Jeśli plan by się powiódł i Henry oraz Hailey by się tam zaklimatyzowali, ja byłabym w końcu wolna i mogłabym zająć się własnym życiem. Złożyłam już nawet podanie o przyjęcie na Uniwersytet Bostoński, ale jak na razie nie otrzymałam żadnego odzewu. Sama nie wiem, dlaczego akurat tam chciałabym wyjechać, Boston po prostu wydaje mi się niezwykłym miejscem, które ma coś w sobie i dlatego chciałabym w nim zamieszkać. Nie zliczę, jak wiele możliwości daje mi to ogromne miasto. Będę mogła robić, co chcę, gdzie chcę i z kimkolwiek zechcę, a nikt nie zwróci na to nawet najmniejszej uwagi, ponieważ będę całkiem obcą osobą.

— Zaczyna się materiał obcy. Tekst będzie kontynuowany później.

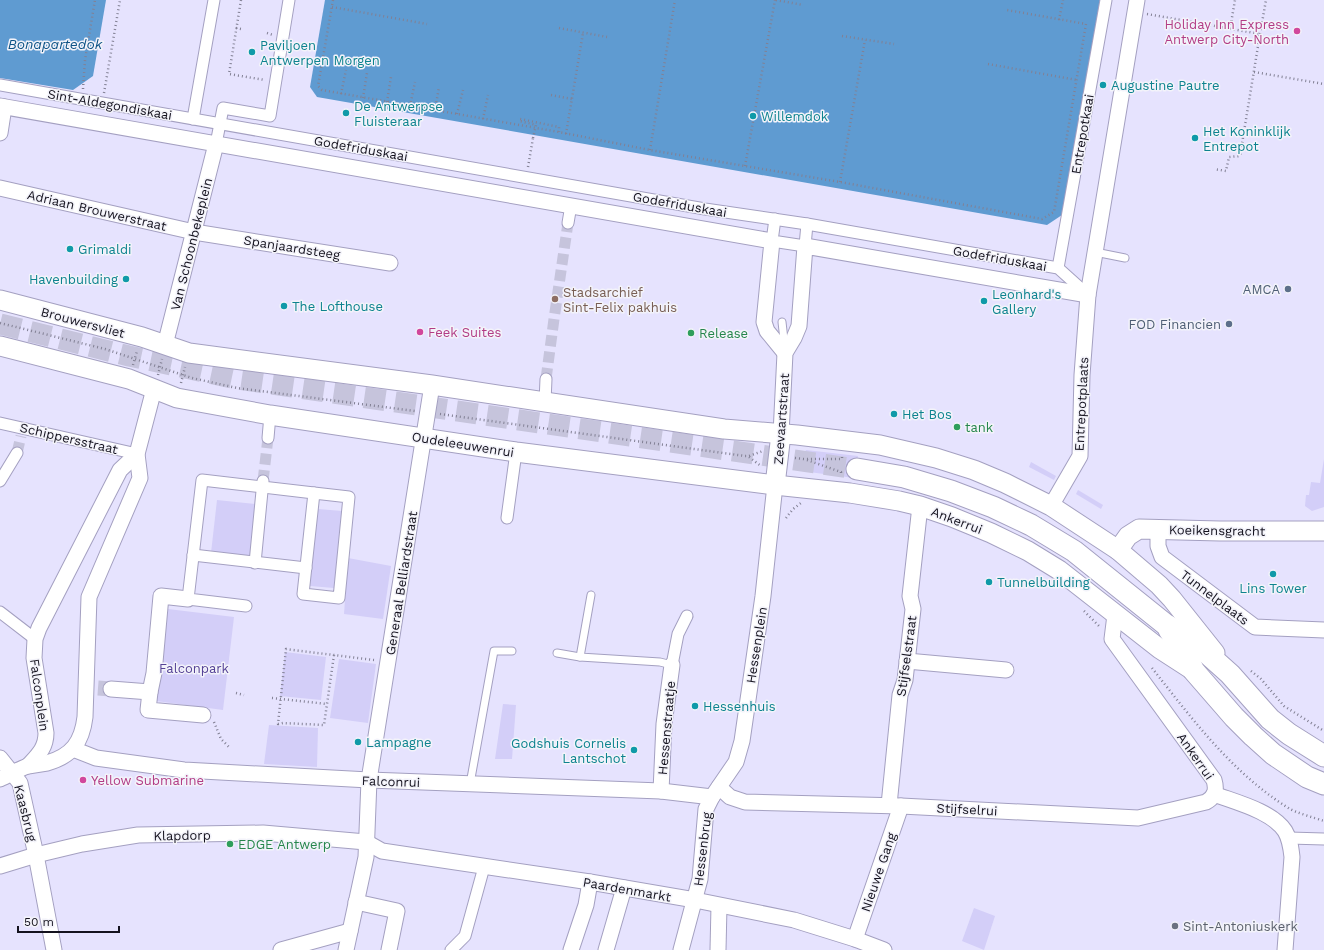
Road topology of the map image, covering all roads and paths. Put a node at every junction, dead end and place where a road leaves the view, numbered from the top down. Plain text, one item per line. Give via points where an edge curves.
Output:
1 (95, 0) edge
2 (120, 0) edge
3 (214, 0) edge
4 (241, 0) edge
5 (289, 0) edge
6 (333, 0) edge
7 (675, 0) edge
8 (776, 0) edge
9 (1063, 0) edge
10 (1106, 0) edge
11 (1235, 0) edge
12 (1266, 0) edge
13 (803, 4) dead end
14 (332, 6) junction
15 (1136, 6) edge
16 (1007, 10) dead end
17 (1059, 20) junction
18 (427, 24) dead end
19 (236, 28) junction
20 (559, 28) dead end
21 (241, 29) dead end
22 (1230, 29) junction
23 (584, 33) dead end
24 (1260, 34) junction
25 (842, 36) dead end
26 (607, 37) dead end
27 (865, 40) junction
28 (894, 44) dead end
29 (988, 64) dead end
30 (346, 70) dead end
31 (1254, 72) junction
32 (367, 73) dead end
33 (391, 77) dead end
34 (1077, 80) junction
35 (276, 82) junction
36 (415, 82) dead end
37 (84, 83) dead end
38 (1324, 84) edge
39 (0, 85) edge
40 (440, 86) dead end
41 (463, 90) dead end
42 (341, 94) junction
43 (488, 95) dead end
44 (551, 95) dead end
45 (363, 98) junction
46 (572, 99) junction
47 (387, 102) junction
48 (102, 103) junction
49 (2, 106) edge
50 (410, 106) junction
51 (435, 110) junction
52 (458, 114) junction
53 (193, 118) junction
54 (483, 119) junction
55 (220, 123) junction
56 (559, 132) junction
57 (0, 133) edge
58 (566, 134) junction
59 (216, 144) junction
60 (650, 150) junction
61 (745, 166) junction
62 (1214, 168) dead end
63 (526, 177) junction
64 (840, 182) junction
65 (0, 188) edge
66 (571, 204) junction
67 (775, 219) junction
68 (568, 223) tunnel mouth
69 (807, 224) junction
70 (194, 232) junction
71 (772, 240) junction
72 (805, 246) junction
73 (1095, 252) junction
74 (1125, 258) dead end
75 (390, 262) dead end
76 (1058, 268) junction
77 (1088, 295) junction
78 (0, 300) edge
79 (782, 322) dead end
80 (0, 323) edge
81 (142, 337) junction
82 (165, 344) junction
83 (0, 346) edge
84 (189, 352) junction
85 (785, 353) junction
86 (135, 359) junction
87 (183, 375) junction
88 (129, 379) junction
89 (546, 379) tunnel mouth
90 (432, 385) junction
91 (154, 389) junction
92 (177, 398) junction
93 (544, 402) junction
94 (428, 412) junction
95 (270, 415) junction
96 (0, 423) edge
97 (781, 434) junction
98 (268, 438) tunnel mouth
99 (424, 438) junction
100 (516, 452) junction
101 (17, 453) tunnel mouth
102 (137, 454) junction
103 (749, 456) dead end
104 (795, 458) dead end
105 (804, 459) junction
106 (847, 466) junction
107 (0, 481) edge
108 (263, 484) junction
109 (775, 485) junction
110 (314, 493) junction
111 (806, 503) dead end
112 (920, 506) junction
113 (1051, 506) junction
114 (507, 518) dead end
115 (1158, 530) junction
116 (1324, 531) edge
117 (770, 536) junction
118 (1118, 550) junction
119 (193, 555) junction
120 (255, 562) junction
121 (306, 568) junction
122 (591, 596) dead end
123 (188, 599) junction
124 (246, 606) dead end
125 (1079, 607) dead end
126 (0, 612) edge
127 (1115, 615) junction
128 (687, 616) dead end
129 (1165, 624) junction
130 (1324, 630) edge
131 (35, 639) junction
132 (1112, 639) junction
133 (512, 651) dead end
134 (557, 653) dead end
135 (334, 655) junction
136 (580, 657) junction
137 (907, 661) junction
138 (388, 662) junction
139 (1148, 662) dead end
140 (666, 664) junction
141 (1006, 670) dead end
142 (1194, 671) junction
143 (1230, 674) junction
144 (99, 688) junction
145 (150, 692) junction
146 (236, 694) dead end
147 (244, 695) dead end
148 (272, 698) dead end
149 (281, 699) junction
150 (327, 704) junction
151 (202, 715) joint
152 (230, 748) dead end
153 (73, 749) junction
154 (1324, 756) edge
155 (0, 758) edge
156 (28, 766) junction
157 (7, 776) edge
158 (369, 780) junction
159 (470, 784) junction
160 (1324, 784) edge
161 (661, 791) junction
162 (715, 792) junction
163 (1214, 794) junction
164 (895, 805) junction
165 (1324, 821) edge
166 (1288, 838) junction
167 (1324, 839) edge
168 (366, 842) junction
169 (36, 855) junction
170 (0, 866) edge
171 (484, 867) junction
172 (590, 882) junction
173 (624, 888) junction
174 (357, 899) junction
175 (695, 900) junction
176 (719, 906) junction
177 (350, 931) junction
178 (855, 939) junction
179 (54, 950) edge
180 (281, 950) edge
181 (346, 950) edge
182 (389, 950) edge
183 (451, 950) edge
184 (571, 950) edge
185 (606, 950) edge
186 (680, 950) edge
187 (718, 950) edge
188 (884, 950) edge
189 (1285, 950) edge

1 - 37 path via 85,60
2 - 48 path
3 - 53 street
4 - 19 path
5 - 35 street
6 - 14 path
7 - 60 path
8 - 13 path
8 - 61 path
9 - 17 path
10 - 76 street, Entrepotkaai
11 - 22 path
12 - 24 path
14 - 18 path
14 - 42 path via 318,86 322,90
15 - 22 path
15 - 73 street
16 - 17 path
17 - 34 path via 1086,24
19 - 21 path
19 - 35 path via 229,74
20 - 26 path
22 - 24 path
23 - 46 path
24 - 31 path
25 - 27 path
27 - 28 path
27 - 64 path
29 - 34 path
30 - 42 path
31 - 38 path
31 - 62 path via 1240,156 1229,157 1226,171
32 - 45 path
33 - 47 path
34 - 64 path via 1054,212 1042,219
35 - 55 street via 270,116 223,108
36 - 50 path
39 - 48 street, Sint-Aldegondiskaai
40 - 51 path
41 - 52 path
42 - 45 path
43 - 54 path
44 - 46 path
45 - 47 path
46 - 58 path
47 - 50 path
48 - 53 street, Sint-Aldegondiskaai
49 - 57 street
49 - 59 street, Sint-Aldegondiskaai
50 - 51 path
51 - 52 path
52 - 54 path
53 - 55 street, Sint-Aldegondiskaai
54 - 56 path
55 - 59 street
55 - 63 street, Godefriduskaai
56 - 58 path
56 - 63 path, bridge via 559,127 520,119 536,125
58 - 60 path
59 - 66 street, Godefriduskaai
59 - 70 street, Van Schoonbekeplein
60 - 61 path
61 - 64 path
63 - 67 street, Godefriduskaai
65 - 70 street, Adriaan Brouwerstraat
66 - 68 street
66 - 71 street, Godefriduskaai
67 - 69 street, Godefriduskaai
67 - 71 street
69 - 72 street
69 - 76 street, Godefriduskaai
70 - 75 street, Spanjaardsteeg
70 - 82 street, Van Schoonbekeplein
71 - 72 street, Godefriduskaai
71 - 85 street via 764,322 767,331
72 - 77 street, Godefriduskaai
72 - 85 street, Zeevaartstraat via 799,326
73 - 74 lane
73 - 77 street
76 - 77 street, Godefriduskaai
77 - 113 street, Entrepotplaats via 1081,383 1080,456
78 - 81 street, Brouwersvliet
79 - 85 lane
80 - 86 path
81 - 82 street, Brouwersvliet
81 - 86 path
82 - 84 street
83 - 88 street
84 - 87 path
84 - 90 street
85 - 97 street, Zeevaartstraat
86 - 87 path
86 - 88 path
87 - 92 path
87 - 94 path via 237,388
88 - 91 street
89 - 93 street
90 - 93 street
90 - 94 street, Generaal Belliardstraat
91 - 92 street, Oudeleeuwenrui
91 - 102 street
92 - 95 street, Oudeleeuwenrui
93 - 97 street via 724,429
94 - 99 street, Generaal Belliardstraat
94 - 103 path
95 - 98 street
95 - 99 street, Oudeleeuwenrui
96 - 102 street, Schippersstraat via 22,432
97 - 109 street, Zeevaartstraat
97 - 113 street via 880,445 936,458 974,470
99 - 100 street, Oudeleeuwenrui
99 - 138 street, Generaal Belliardstraat
100 - 109 street, Oudeleeuwenrui
100 - 114 street
101 - 107 street
102 - 131 street, Falconplein via 120,470 42,619
102 - 144 street via 140,478 89,597
104 - 105 path
105 - 106 path via 842,459
105 - 106 path via 841,472
106 - 129 main road, Ankerrui via 904,477 951,491 1031,525 1074,551
108 - 110 street
108 - 119 street via 202,480
108 - 120 street
109 - 112 street, Ankerrui via 850,493
109 - 117 street, Hessenplein
110 - 121 street
110 - 121 street via 349,497 339,598 303,594
111 - 117 path via 800,503 793,509
112 - 127 street, Ankerrui via 991,533 1028,551 1059,570
112 - 137 street, Stijfselstraat via 910,596 913,609
113 - 118 street
115 - 116 street, Koeikensgracht
115 - 118 street, Koeikensgracht via 1139,529 1128,536
115 - 130 street, Tunnelplaats via 1158,546 1162,557 1255,627
117 - 162 street, Hessenplein via 742,741 736,762
118 - 143 street via 1172,599
119 - 120 street
119 - 123 street
120 - 121 street
122 - 136 lane
123 - 124 street
123 - 145 street via 161,596
125 - 132 path
126 - 131 street
127 - 132 street
127 - 142 street, Ankerrui
128 - 140 street, Hessenstraatje
129 - 142 main road, Ankerrui
129 - 143 main road, Ankerrui via 1192,640
131 - 156 street, Falconplein via 34,658 46,742
132 - 163 street, Ankerrui via 1214,780
133 - 159 lane via 494,651
134 - 136 lane
135 - 138 path
135 - 149 path via 286,649
135 - 150 path
136 - 140 lane
137 - 141 street
137 - 164 street, Stijfselstraat via 900,695
138 - 158 street, Generaal Belliardstraat
139 - 165 path via 1194,722 1252,782 1291,810
140 - 161 street, Hessenstraatje
142 - 160 main road, Ankerrui via 1234,717 1273,754 1307,777
143 - 154 main road, Ankerrui via 1270,719
144 - 145 street
144 - 153 street via 86,717 80,740
145 - 151 street via 148,710
146 - 147 path
148 - 149 path
149 - 150 path
149 - 150 path via 278,724 324,726
151 - 152 path via 212,715 221,739
153 - 156 street via 48,762
153 - 158 street, Falconrui via 96,758 184,770
155 - 157 street, Kaasbrug
156 - 157 street
157 - 169 street, Kaasbrug via 20,782
158 - 159 street, Falconrui
158 - 168 street, Generaal Belliardstraat
159 - 161 street, Falconrui
161 - 162 street, Falconrui
162 - 164 street, Stijfselrui via 745,802
162 - 175 street, Hessenbrug via 706,809 700,878
163 - 164 street, Stijfselrui via 1206,802 1138,818
163 - 166 street, Ankerrui via 1267,815 1284,829
164 - 178 street, Nieuwe Gang
166 - 167 street
166 - 189 street via 1292,857
168 - 169 street, Klapdorp via 263,833 138,835
168 - 171 street, Paardenmarkt via 382,851
168 - 174 street, Generaal Belliardstraat via 366,857
169 - 170 street, Klapdorp
169 - 179 street, Kaasbrug
171 - 172 street, Paardenmarkt
171 - 183 street via 465,936
172 - 173 street, Paardenmarkt
172 - 184 street via 586,905
173 - 175 street, Paardenmarkt
173 - 185 street
174 - 177 street, Generaal Belliardstraat
174 - 182 street via 397,911
175 - 176 street, Paardenmarkt
175 - 186 street, Hessenbrug
176 - 178 street, Paardenmarkt via 794,920
176 - 187 street
177 - 180 street
177 - 181 street, Generaal Belliardstraat
178 - 188 street, Paardenmarkt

— Sky, słońce — odzywa się Juliette, kiedy siadamy razem do świątecznego obiadu. — Widziałaś gdzieś mój niebieski sweter?

Święta Bożego Narodzenia to coś, czego nigdy nie lubiłam. Na początku przez wzgląd na moją zawsze pijaną matkę, potem przez brak pieniędzy na prezenty, a teraz przez to, że nie ma wśród nas mojego taty. Wyobrażam sobie czasami, jakby to było, gdyby wciąż był wśród nas i moglibyśmy wszyscy razem zjeść jebaną pieczoną szynkę z sosem pieczeniowym, indyka i tłuczone ziemniaki, a na deser pudding i ciasto dyniowe. Szkoda, że ani ja, ani moja macocha nie umiemy gotować i musimy zadowolić się nieco mniej wykwintnymi potrawami.

— Nie — odpowiadam, kiedy zaczynam jeść pudding z pudełka i pić grzane wino.

— A to szkoda — mówi zrezygnowana kobieta i sięga po sałatkę, którą zrobiła. Mam wrażenie, że wrzuciła tam absolutnie wszystko, co wpadło jej w ręce, więc wolałabym nie ryzykować zjedzeniem jej. Nie to, że zatrucie się byłoby aż tak złym pomysłem, ponieważ przynajmniej mogłabym spędzić trochę czasu w cichej sali szpitalnej, gdzie nikt nie trułby mi dupy.

— Tego nie da się pogryźć — skarży się Hailey, kiedy próbuję zjeść upieczonego przeze mnie pierniczka.

Świąteczne pierniczki były ulubionym deserem mojego taty. Pamiętam, że odkąd byłam mała, spędzaliśmy mnóstwo czasu, wycinając przeróżne kształty z ciasta oraz dekorując je po upieczeniu. Cóż, teraz moje rodzeństwo musi zadowolić się ciastkami w prostych kształtach bez jakichkolwiek zdobień i o twardości kamienia. Przez wzgląd na tatę, to danie przygotowałam sama, czego już teraz żałuję.